• _WORK TO COMPLETE_
Return all the lines below in which the string "Juárez" appears.

*** Opening of STUDY MATERIAL ***

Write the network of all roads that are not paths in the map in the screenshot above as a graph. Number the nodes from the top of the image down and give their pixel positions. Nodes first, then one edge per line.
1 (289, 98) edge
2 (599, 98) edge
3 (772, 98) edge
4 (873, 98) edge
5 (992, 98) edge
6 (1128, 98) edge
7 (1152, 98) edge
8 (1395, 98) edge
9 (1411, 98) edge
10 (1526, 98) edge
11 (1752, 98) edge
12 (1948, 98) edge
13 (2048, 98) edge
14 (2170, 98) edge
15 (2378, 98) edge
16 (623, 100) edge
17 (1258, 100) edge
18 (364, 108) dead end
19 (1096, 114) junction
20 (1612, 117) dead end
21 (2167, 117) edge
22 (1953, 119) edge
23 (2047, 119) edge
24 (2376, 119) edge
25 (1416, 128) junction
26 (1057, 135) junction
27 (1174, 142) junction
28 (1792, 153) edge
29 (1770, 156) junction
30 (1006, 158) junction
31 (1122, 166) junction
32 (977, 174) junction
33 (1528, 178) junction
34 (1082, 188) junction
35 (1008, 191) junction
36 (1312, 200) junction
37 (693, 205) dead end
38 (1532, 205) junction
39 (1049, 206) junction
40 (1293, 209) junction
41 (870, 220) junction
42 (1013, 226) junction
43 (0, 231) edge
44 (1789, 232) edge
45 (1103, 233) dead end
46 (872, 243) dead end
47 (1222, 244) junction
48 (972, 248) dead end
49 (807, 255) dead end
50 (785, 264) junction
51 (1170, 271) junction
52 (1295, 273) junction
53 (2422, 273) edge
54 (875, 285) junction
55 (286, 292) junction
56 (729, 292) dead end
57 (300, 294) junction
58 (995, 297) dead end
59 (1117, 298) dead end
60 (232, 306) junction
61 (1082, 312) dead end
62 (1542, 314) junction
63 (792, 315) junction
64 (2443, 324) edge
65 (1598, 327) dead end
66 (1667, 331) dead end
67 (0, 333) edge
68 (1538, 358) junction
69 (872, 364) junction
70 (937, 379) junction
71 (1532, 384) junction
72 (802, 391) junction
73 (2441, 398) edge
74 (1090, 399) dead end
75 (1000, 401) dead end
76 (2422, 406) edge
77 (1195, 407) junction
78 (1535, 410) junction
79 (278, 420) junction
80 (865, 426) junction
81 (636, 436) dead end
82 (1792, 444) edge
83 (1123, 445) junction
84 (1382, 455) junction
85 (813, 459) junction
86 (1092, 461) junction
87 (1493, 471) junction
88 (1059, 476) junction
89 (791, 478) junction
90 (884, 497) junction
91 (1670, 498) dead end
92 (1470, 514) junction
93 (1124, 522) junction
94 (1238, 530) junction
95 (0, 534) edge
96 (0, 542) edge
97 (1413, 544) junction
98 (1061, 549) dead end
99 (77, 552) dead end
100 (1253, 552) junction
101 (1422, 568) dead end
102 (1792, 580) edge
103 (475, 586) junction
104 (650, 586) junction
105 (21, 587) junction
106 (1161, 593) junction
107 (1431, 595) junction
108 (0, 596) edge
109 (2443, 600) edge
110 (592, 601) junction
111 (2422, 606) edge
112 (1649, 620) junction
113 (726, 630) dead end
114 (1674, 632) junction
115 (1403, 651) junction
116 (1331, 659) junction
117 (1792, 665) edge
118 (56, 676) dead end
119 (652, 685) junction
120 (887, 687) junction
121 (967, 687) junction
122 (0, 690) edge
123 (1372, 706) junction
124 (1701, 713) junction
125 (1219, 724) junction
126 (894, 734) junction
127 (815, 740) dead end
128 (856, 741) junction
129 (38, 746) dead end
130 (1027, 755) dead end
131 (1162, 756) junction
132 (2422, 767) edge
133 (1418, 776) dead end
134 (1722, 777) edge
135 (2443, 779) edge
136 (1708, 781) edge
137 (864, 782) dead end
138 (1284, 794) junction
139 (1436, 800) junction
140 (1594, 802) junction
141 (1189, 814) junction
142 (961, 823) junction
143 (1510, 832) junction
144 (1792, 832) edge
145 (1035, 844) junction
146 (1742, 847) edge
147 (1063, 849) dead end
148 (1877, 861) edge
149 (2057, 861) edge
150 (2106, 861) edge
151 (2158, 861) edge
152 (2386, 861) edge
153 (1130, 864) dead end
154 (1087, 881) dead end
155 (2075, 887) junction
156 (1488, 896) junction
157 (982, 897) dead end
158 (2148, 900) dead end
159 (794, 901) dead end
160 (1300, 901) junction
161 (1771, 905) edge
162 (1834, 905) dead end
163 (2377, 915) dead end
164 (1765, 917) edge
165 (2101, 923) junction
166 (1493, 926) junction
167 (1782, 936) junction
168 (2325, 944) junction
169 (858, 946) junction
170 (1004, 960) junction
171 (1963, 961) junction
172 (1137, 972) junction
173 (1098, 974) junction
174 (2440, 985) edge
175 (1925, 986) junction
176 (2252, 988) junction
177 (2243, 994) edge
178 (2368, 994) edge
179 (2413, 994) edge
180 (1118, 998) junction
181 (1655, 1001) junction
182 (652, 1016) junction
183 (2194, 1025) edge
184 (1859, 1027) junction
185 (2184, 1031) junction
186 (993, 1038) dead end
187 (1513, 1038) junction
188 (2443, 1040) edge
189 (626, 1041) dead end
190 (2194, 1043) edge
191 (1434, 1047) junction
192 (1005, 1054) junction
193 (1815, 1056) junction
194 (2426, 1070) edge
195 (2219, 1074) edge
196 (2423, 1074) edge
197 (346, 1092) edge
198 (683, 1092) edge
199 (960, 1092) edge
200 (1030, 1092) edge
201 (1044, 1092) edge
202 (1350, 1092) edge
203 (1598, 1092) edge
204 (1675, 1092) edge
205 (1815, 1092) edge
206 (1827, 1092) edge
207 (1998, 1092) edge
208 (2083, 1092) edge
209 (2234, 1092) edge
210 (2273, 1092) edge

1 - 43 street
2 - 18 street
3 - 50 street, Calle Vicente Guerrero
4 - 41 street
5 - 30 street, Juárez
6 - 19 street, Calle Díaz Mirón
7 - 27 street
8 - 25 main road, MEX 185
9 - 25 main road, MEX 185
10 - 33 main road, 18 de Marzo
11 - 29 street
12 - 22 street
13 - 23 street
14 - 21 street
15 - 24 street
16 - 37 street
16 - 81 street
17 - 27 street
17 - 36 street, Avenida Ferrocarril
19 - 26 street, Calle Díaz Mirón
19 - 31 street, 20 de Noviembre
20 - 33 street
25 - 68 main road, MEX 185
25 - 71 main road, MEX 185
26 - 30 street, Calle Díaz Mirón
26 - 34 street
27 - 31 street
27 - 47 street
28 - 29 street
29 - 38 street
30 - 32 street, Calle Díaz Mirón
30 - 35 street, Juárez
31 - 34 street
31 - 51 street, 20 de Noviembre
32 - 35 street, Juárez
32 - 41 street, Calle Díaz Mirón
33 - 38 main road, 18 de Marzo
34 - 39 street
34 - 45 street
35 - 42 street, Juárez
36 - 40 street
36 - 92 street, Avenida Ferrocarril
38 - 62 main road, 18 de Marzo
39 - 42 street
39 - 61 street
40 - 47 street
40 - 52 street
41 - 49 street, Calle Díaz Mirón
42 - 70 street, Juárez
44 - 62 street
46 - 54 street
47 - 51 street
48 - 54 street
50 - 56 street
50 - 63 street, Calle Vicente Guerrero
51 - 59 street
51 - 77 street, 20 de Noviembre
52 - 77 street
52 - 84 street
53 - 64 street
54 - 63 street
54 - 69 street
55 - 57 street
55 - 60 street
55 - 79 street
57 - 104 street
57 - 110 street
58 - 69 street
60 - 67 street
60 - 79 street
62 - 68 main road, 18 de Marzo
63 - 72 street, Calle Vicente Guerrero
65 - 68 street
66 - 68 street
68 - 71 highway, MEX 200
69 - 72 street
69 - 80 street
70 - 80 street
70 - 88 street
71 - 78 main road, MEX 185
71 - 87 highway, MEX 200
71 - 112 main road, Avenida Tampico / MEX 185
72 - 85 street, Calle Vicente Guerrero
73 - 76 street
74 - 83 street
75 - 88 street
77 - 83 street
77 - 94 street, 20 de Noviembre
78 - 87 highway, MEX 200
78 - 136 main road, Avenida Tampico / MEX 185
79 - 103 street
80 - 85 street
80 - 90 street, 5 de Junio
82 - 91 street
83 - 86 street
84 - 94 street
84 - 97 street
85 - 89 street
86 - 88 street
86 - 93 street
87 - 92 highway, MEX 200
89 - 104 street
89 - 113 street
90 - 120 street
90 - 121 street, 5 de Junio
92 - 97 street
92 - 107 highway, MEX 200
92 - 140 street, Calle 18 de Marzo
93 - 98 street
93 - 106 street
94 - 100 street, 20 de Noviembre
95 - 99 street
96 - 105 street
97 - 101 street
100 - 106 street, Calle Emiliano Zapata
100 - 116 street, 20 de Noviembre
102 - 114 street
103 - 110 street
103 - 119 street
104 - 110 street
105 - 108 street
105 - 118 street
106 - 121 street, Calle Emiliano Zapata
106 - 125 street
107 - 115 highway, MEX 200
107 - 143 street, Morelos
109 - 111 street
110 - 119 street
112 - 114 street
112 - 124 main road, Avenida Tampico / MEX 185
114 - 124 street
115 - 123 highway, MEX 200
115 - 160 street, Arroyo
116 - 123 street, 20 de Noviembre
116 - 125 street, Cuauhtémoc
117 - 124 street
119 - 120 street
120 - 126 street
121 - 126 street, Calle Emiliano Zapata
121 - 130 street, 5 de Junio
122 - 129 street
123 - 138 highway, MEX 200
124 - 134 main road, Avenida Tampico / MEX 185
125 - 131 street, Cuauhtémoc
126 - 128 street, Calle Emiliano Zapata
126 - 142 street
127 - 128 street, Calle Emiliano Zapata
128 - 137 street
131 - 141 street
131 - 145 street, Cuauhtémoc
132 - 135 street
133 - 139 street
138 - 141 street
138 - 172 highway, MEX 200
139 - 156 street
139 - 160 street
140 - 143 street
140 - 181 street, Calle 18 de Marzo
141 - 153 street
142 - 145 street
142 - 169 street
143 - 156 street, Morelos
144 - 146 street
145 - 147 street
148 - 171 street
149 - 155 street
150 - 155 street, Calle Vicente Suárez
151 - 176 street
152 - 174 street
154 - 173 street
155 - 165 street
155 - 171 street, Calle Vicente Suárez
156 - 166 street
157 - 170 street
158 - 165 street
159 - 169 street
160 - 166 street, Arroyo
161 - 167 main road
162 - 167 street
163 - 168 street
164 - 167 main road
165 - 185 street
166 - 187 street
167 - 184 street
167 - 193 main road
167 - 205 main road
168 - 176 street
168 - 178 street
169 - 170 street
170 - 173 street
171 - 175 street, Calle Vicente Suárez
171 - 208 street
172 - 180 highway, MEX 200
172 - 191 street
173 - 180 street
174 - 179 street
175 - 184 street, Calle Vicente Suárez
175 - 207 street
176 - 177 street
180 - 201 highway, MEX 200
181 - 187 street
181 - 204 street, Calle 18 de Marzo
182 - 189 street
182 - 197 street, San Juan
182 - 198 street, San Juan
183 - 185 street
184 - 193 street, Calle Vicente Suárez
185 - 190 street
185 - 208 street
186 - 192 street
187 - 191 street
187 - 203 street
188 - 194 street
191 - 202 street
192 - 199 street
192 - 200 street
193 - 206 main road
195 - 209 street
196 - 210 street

*** Close of STUDY MATERIAL ***

• _RESULT FOR THIS EXERCISE_
5 - 30 street, Juárez
30 - 35 street, Juárez
32 - 35 street, Juárez
35 - 42 street, Juárez
42 - 70 street, Juárez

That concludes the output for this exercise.